__YOUR OBJECTIVE__
Using the data below, tally the lines that include the string "middle". Only the number is wanted.

__DATASET EXCERPTS__

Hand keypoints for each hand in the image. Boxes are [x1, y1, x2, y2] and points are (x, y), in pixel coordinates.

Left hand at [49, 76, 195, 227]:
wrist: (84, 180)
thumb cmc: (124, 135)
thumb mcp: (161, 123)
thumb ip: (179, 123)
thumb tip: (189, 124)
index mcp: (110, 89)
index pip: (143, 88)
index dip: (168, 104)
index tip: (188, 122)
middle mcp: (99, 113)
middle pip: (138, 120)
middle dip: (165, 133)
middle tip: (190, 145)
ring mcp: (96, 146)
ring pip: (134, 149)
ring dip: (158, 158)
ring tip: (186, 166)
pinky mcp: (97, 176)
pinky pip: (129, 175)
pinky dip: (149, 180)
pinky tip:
---
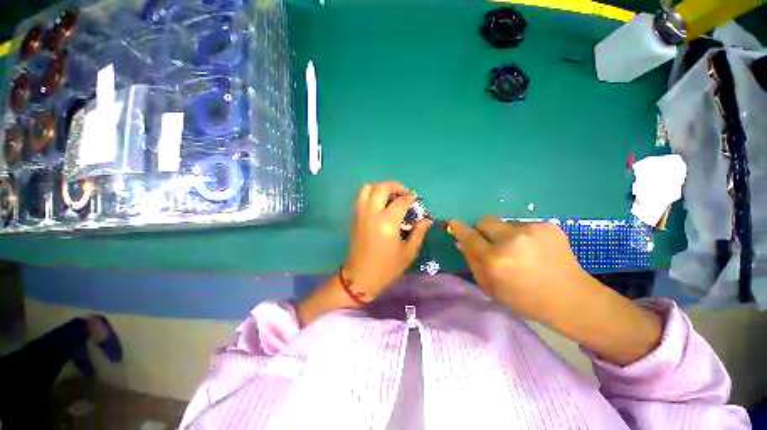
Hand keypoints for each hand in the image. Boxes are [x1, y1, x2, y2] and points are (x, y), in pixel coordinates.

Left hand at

__TASK ANSWER__
4